That morning I'd woken reluctantly, emerging from a wonderful dream. I'd had a few of those recently. In the dream I was flying high above the earth. Everything looked so beautiful – the pattern of field and forest, town and river, the sparkle of the sea, the tall peaks of mountains, the folds of hill and valley. I was dressed all in white like an angel, only I wasn't an angel – I was just me.

But I wasn't alone in the dream. Someone flew with me – a young man. I couldn't see him properly. I only had the merest sense of him, just a flash of colour: hair black as coal, skin pale as snow, lips red as blood. He didn't speak, and I didn't know who he was. Yet I knew, like you do in dreams, that he was important to me. I had no idea why, and it didn't seem to matter. We swooped and flew, swooped and flew, and all the while joy filled me. I was free –
we
were free. And I knew I'd never be alone again.

The dream always ended there. I would wake, filled with hope, and find myself once again in this place.
Yet, somehow, the power of the dream lingered, giving me renewed strength. This time the dream had been different. It hadn't ended on us swooping and flying. This time I'd heard a voice singing.
His
voice. I knew it was his voice, though I'd never heard it before. A voice deep and soft. And I'd heard the words of his song so clearly that I was able to write it down word for word:

If only I'd listened,

if only I'd cared,

if only I'd spoken,

if only I'd dared.

Then things would be different,

and all would be fine.

If only I'd done it,

what joy would be mine!

There was so much sadness in his voice.
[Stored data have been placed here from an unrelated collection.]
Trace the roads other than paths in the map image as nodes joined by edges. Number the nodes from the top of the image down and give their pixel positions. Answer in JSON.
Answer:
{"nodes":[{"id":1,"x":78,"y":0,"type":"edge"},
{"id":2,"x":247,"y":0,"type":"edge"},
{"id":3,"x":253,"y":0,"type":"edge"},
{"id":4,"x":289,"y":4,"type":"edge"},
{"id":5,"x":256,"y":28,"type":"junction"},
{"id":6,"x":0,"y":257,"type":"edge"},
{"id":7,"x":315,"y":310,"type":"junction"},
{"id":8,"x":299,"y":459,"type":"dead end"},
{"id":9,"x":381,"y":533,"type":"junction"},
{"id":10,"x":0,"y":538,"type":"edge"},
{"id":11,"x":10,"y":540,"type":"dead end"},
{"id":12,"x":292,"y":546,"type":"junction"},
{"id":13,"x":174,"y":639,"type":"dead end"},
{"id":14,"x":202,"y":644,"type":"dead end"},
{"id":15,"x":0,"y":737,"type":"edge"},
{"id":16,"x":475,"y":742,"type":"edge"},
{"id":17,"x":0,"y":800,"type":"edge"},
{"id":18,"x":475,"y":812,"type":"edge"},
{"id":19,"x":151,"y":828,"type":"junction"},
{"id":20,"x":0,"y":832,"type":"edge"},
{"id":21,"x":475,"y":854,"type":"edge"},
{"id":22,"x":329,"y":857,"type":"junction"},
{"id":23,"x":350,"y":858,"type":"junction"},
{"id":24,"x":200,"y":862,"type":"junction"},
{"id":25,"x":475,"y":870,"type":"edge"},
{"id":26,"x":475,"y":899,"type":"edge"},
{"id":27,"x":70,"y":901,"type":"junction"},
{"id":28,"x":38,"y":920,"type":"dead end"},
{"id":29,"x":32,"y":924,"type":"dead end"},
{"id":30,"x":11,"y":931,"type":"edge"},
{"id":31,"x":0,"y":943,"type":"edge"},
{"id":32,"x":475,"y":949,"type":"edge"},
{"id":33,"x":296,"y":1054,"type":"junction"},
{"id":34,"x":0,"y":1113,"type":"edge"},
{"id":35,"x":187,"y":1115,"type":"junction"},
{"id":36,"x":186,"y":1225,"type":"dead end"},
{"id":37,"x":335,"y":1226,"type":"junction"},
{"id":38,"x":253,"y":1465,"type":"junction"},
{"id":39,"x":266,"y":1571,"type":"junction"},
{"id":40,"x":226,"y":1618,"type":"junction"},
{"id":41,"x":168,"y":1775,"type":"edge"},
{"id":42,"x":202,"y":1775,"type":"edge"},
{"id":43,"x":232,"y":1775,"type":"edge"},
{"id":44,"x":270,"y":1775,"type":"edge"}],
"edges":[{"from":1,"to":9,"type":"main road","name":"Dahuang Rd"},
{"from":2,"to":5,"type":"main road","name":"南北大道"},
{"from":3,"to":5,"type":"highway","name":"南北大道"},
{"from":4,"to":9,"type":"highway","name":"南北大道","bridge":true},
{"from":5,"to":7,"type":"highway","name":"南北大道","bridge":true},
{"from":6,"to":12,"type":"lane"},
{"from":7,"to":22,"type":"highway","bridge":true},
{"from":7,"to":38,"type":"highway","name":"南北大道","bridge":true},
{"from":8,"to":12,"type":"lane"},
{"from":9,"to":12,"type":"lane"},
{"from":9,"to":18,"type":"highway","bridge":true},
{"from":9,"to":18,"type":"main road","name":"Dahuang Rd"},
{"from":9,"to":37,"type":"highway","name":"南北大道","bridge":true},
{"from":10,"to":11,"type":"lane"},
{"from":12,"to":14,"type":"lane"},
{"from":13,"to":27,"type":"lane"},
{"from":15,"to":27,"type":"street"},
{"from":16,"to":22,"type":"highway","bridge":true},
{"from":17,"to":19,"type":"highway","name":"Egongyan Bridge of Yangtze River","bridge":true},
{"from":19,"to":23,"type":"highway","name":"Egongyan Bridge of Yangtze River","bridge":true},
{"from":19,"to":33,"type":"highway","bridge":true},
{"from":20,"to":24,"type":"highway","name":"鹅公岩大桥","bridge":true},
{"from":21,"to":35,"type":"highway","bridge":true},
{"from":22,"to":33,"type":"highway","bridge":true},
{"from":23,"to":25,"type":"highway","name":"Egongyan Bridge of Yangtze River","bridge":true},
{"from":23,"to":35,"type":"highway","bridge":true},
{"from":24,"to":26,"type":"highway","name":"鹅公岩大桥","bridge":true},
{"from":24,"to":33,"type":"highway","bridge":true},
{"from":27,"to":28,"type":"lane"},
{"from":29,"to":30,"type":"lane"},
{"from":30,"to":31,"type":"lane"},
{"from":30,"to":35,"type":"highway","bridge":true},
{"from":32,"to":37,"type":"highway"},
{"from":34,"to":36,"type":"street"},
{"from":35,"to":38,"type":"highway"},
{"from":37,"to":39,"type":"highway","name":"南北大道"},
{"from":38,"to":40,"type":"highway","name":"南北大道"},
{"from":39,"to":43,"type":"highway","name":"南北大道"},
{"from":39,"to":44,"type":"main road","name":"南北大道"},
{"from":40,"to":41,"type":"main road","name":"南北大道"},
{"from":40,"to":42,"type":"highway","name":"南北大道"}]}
In the dream I had wanted to speak, to say,
No, no, don't be like that. There is so much hope. We are free, don't you see? We can go where we like, do what we want
…

And then I awoke. To those walls and the knowledge that had sat like a stone in my heart ever since they told me what would happen when this day had ended. No, I would not waste the day thinking about it. I had to remember who I was. But what a hollow thing to say! Memory weakens in this place that hollows you out, though it is hard to forget completely. I could remember the halls of my people. The black ships and the grim-faced warriors. My hand closing over the crystal heart …

It lay in my palm, the crystal cool against my skin. Once it had belonged to my mother. It was the only thing
I had that belonged to her. So many times I'd look into its flashing depths and see what I'd want to see: escape, hope, home.
Love.
In the dream it was there, too, resting against my skin, under the white dress. Remembering this, I looked into the crystal. I saw nothing but my face, reflected in miniature a dozen times. There was no hope. No escape.
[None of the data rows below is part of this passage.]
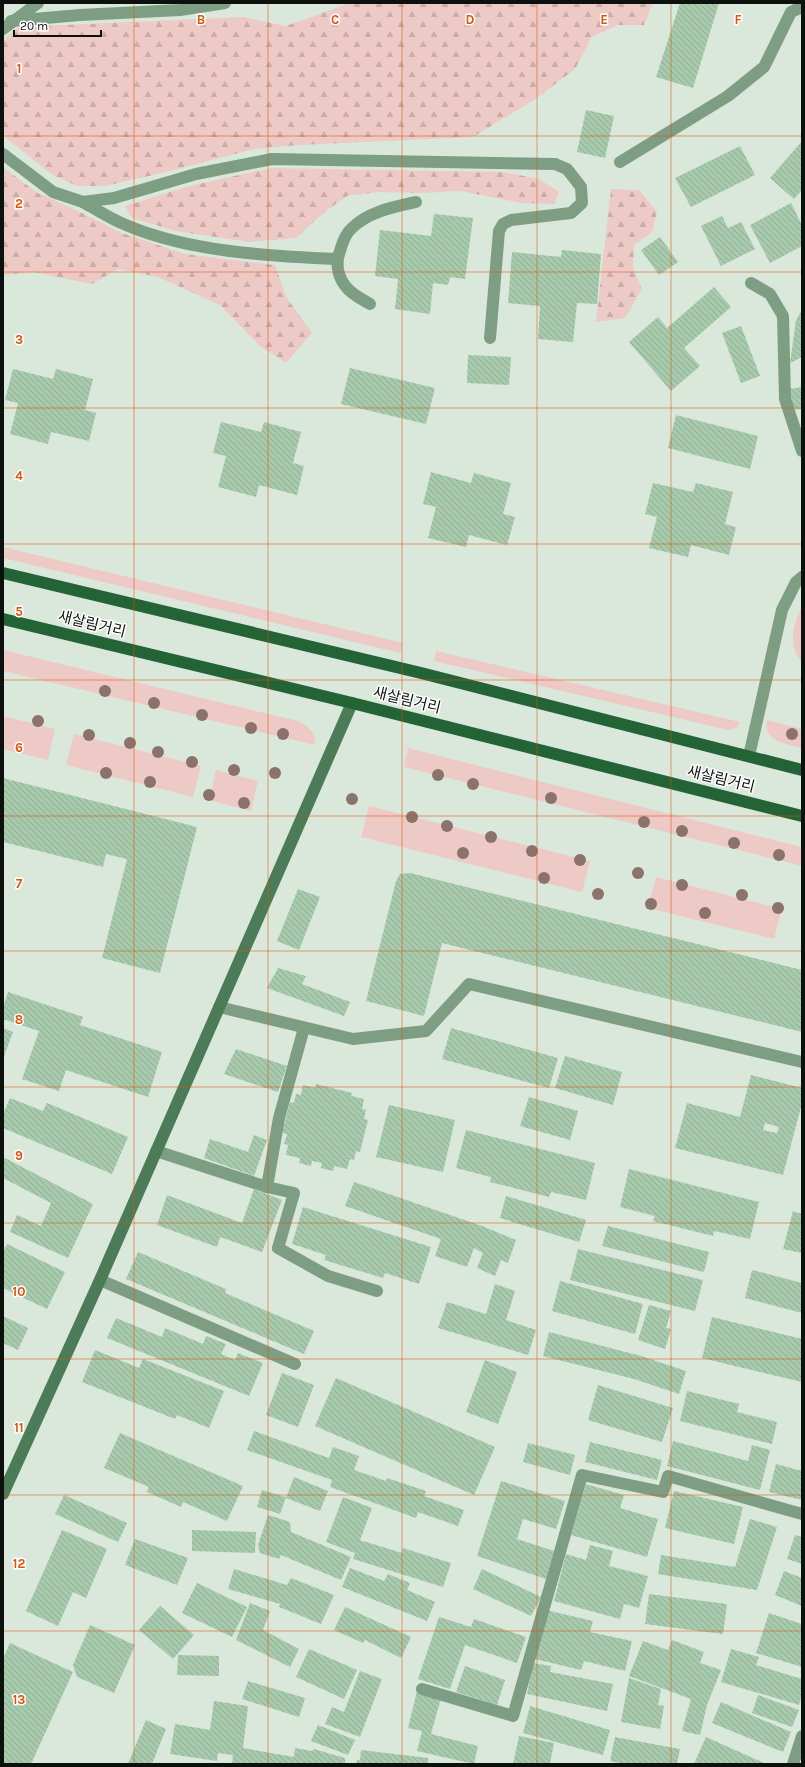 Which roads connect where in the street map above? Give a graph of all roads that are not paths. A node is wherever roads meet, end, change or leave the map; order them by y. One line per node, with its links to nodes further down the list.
1 (38, 3): 4 (street)
2 (225, 3): 4 (street)
3 (802, 7): 6 (street)
4 (7, 25)
5 (3, 154): 7 (street)
6 (620, 162)
7 (83, 202): 9 (street); 12 (street)
8 (416, 202): 9 (street)
9 (337, 259): 11 (street)
10 (751, 283): 13 (street)
11 (370, 304)
12 (490, 338)
13 (802, 451)
14 (3, 573): 18 (main road, 새살림거리)
15 (802, 577): 18 (street)
16 (3, 619): 17 (main road, 새살림거리)
17 (352, 703): 20 (main road, 새살림거리); 21 (street)
18 (749, 756): 19 (main road, 새살림거리)
19 (802, 770)
20 (802, 816)
21 (219, 1007): 22 (street); 24 (street)
22 (304, 1028): 23 (street); 25 (street)
23 (802, 1062)
24 (156, 1151): 25 (street); 26 (street)
25 (267, 1187): 27 (street)
26 (100, 1280): 28 (street); 29 (street)
27 (377, 1291)
28 (296, 1364)
29 (3, 1494)
30 (802, 1514): 31 (street)
31 (422, 1689)
32 (802, 1736): 33 (street)
33 (793, 1764) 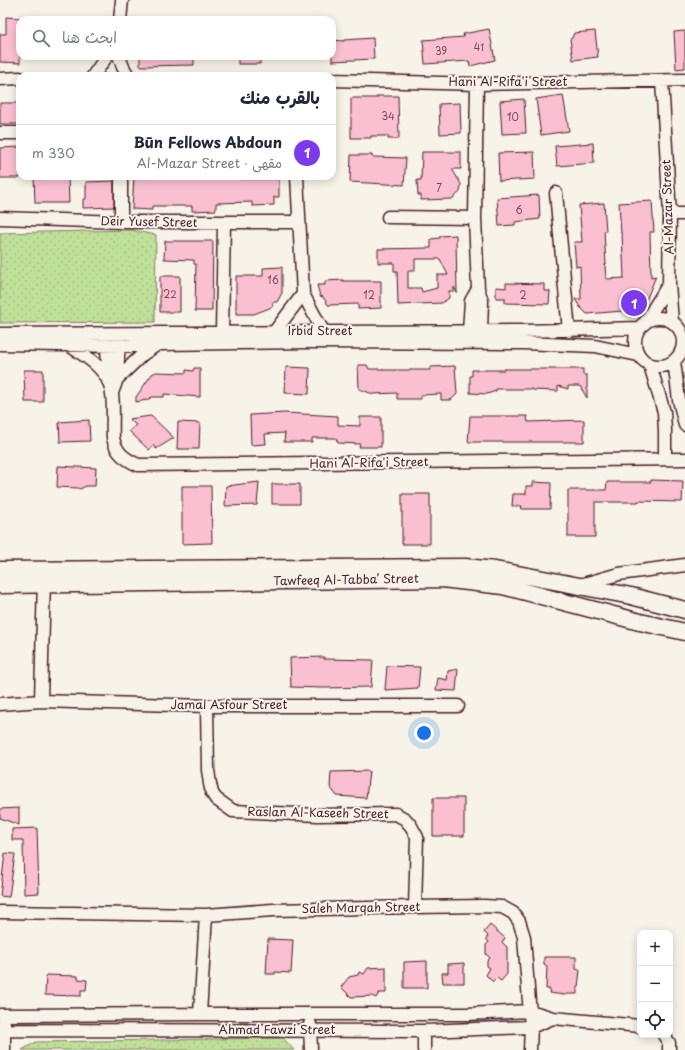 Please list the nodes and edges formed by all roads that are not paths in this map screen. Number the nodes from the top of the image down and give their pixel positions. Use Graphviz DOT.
graph roads {
  1 [pos="122,0"];
  2 [pos="120,16"];
  3 [pos="104,60"];
  4 [pos="120,60"];
  5 [pos="96,72"];
  6 [pos="126,72"];
  7 [pos="16,78"];
  8 [pos="0,79"];
  9 [pos="336,80"];
  10 [pos="685,80"];
  11 [pos="662,81"];
  12 [pos="477,84"];
  13 [pos="0,133"];
  14 [pos="16,133"];
  15 [pos="121,180"];
  16 [pos="297,180"];
  17 [pos="556,193"];
  18 [pos="670,214"];
  19 [pos="685,214"];
  20 [pos="388,217"];
  21 [pos="0,218"];
  22 [pos="475,218"];
  23 [pos="121,222"];
  24 [pos="299,222"];
  25 [pos="224,223"];
  26 [pos="669,284"];
  27 [pos="303,294"];
  28 [pos="672,322"];
  29 [pos="641,326"];
  30 [pos="275,331"];
  31 [pos="323,331"];
  32 [pos="475,331"];
  33 [pos="569,331"];
  34 [pos="222,332"];
  35 [pos="683,333"];
  36 [pos="0,334"];
  37 [pos="113,340"];
  38 [pos="0,344"];
  39 [pos="67,344"];
  40 [pos="159,344"];
  41 [pos="638,355"];
  42 [pos="679,359"];
  43 [pos="650,364"];
  44 [pos="112,380"];
  45 [pos="685,425"];
  46 [pos="665,459"];
  47 [pos="685,459"];
  48 [pos="685,565"];
  49 [pos="44,569"];
  50 [pos="0,570"];
  51 [pos="44,585"];
  52 [pos="577,585"];
  53 [pos="0,586"];
  54 [pos="646,600"];
  55 [pos="685,610"];
  56 [pos="640,622"];
  57 [pos="685,632"];
  58 [pos="41,701"];
  59 [pos="0,704"];
  60 [pos="207,706"];
  61 [pos="458,706"];
  62 [pos="415,907"];
  63 [pos="0,912"];
  64 [pos="206,915"];
  65 [pos="530,1010"];
  66 [pos="200,1014"];
  67 [pos="309,1014"];
  68 [pos="2,1016"];
  69 [pos="553,1018"];
  70 [pos="637,1026"];
  71 [pos="531,1027"];
  72 [pos="2,1030"];
  73 [pos="310,1030"];
  74 [pos="424,1031"];
  75 [pos="666,1038"];
  76 [pos="4,1050"];
  77 [pos="311,1050"];
  78 [pos="424,1050"];
  79 [pos="530,1050"];
  80 [pos="669,1050"];
  1 -- 2 [label="street"];
  3 -- 5 [label="street"];
  4 -- 6 [label="street"];
  7 -- 8 [label="street"];
  9 -- 12 [label="street, Hani Al-Rifa'i Street"];
  10 -- 11 [label="street, Hani Al-Rifa'i Street"];
  11 -- 12 [label="street, Hani Al-Rifa'i Street"];
  11 -- 18 [label="street, Al-Mazar Street"];
  12 -- 22 [label="street"];
  13 -- 14 [label="street"];
  15 -- 23 [label="street"];
  16 -- 24 [label="street"];
  17 -- 33 [label="street"];
  18 -- 19 [label="street"];
  18 -- 26 [label="street, Al-Mazar Street"];
  20 -- 22 [label="street"];
  21 -- 23 [label="street, Deir Yusef Street"];
  22 -- 32 [label="street"];
  23 -- 25 [label="street, Deir Yusef Street"];
  24 -- 25 [label="street, Deir Yusef Street"];
  24 -- 27 [label="street"];
  25 -- 34 [label="street"];
  26 -- 28 [label="street, Al-Mazar Street"];
  26 -- 29 [label="street"];
  27 -- 30 [label="street"];
  27 -- 31 [label="street"];
  28 -- 29 [label="street"];
  28 -- 35 [label="street"];
  29 -- 33 [label="street, Irbid Street"];
  29 -- 41 [label="street"];
  30 -- 31 [label="street, Irbid Street"];
  30 -- 34 [label="street, Irbid Street"];
  31 -- 32 [label="street, Irbid Street"];
  32 -- 33 [label="street, Irbid Street"];
  34 -- 37 [label="street, Irbid Street"];
  35 -- 42 [label="street"];
  36 -- 37 [label="street, Irbid Street"];
  37 -- 39 [label="street, Irbid Street"];
  37 -- 40 [label="street, Irbid Street"];
  37 -- 44 [label="street, Hani Al-Rifa'i Street"];
  38 -- 39 [label="street, Irbid Street"];
  39 -- 44 [label="street"];
  40 -- 41 [label="street, Irbid Street"];
  40 -- 44 [label="street, Hani Al-Rifa'i Street"];
  41 -- 43 [label="street"];
  42 -- 43 [label="street"];
  42 -- 45 [label="street"];
  43 -- 46 [label="street"];
  44 -- 46 [label="street, Hani Al-Rifa'i Street"];
  46 -- 47 [label="street, Hani Al-Rifa'i Street"];
  48 -- 52 [label="street"];
  49 -- 50 [label="street, Tawfeeq Al-Tabba’ Street"];
  49 -- 51 [label="street"];
  49 -- 52 [label="street, Tawfeeq Al-Tabba’ Street"];
  51 -- 53 [label="street, Tawfeeq Al-Tabba’ Street"];
  51 -- 56 [label="street, Tawfeeq Al-Tabba’ Street"];
  51 -- 58 [label="street"];
  52 -- 54 [label="street, Tawfeeq Al-Tabba’ Street"];
  54 -- 55 [label="street, Tawfeeq Al-Tabba’ Street"];
  54 -- 56 [label="street"];
  56 -- 57 [label="street, Tawfeeq Al-Tabba’ Street"];
  58 -- 59 [label="street, Jamal Asfour Street"];
  58 -- 60 [label="street, Jamal Asfour Street"];
  60 -- 61 [label="street, Jamal Asfour Street"];
  60 -- 62 [label="street, Raslan Al-Kaseeh Street"];
  62 -- 64 [label="street, Saleh Marqah Street"];
  62 -- 65 [label="street, Saleh Marqah Street"];
  63 -- 64 [label="street, Saleh Marqah Street"];
  64 -- 66 [label="street"];
  65 -- 67 [label="street, Ahmad Fawzi Street"];
  65 -- 69 [label="street, Ahmad Fawzi Street"];
  65 -- 71 [label="street, Saleh Marqah Street"];
  66 -- 67 [label="street, Ahmad Fawzi Street"];
  66 -- 68 [label="street, Ahmad Fawzi Street"];
  67 -- 73 [label="street"];
  68 -- 72 [label="street"];
  69 -- 70 [label="street, Ahmad Fawzi Street"];
  69 -- 71 [label="street, Ahmad Fawzi Street"];
  71 -- 74 [label="street, Ahmad Fawzi Street"];
  71 -- 79 [label="street, Saleh Marqah Street"];
  72 -- 73 [label="street, Ahmad Fawzi Street"];
  72 -- 76 [label="street"];
  73 -- 74 [label="street, Ahmad Fawzi Street"];
  73 -- 77 [label="street"];
  74 -- 78 [label="street"];
  75 -- 80 [label="street"];
}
I heard his voice again. Their voices. So calm, despite their words. To them I was a prize, a pawn. And more than that now, it seemed.

Slipping the crystal heart back on its silver chain around my neck, I studied the room that had been my prison for ten long years. My eyes swept across the bed, the desk, the chair, the carpet, the small closet that was my washroom. I knew every bit of that place – every thread of the carpet, every scratch in the steel wall, every crack in the stone floor. I had memorised each brushstroke of the four pictures on the wall – scenes of spring, summer, autumn, winter. Every book on that shelf I'd read several times over, I knew every word in the notebooks I'd kept for so long, and every inch of the small portion of landscape I could see through the darkened window. How it distorted the life outside, the houses, the people far below scurrying like ants, and yet how beautiful it looked to me right then! For a moment it seemed like the best place on earth. Only a moment.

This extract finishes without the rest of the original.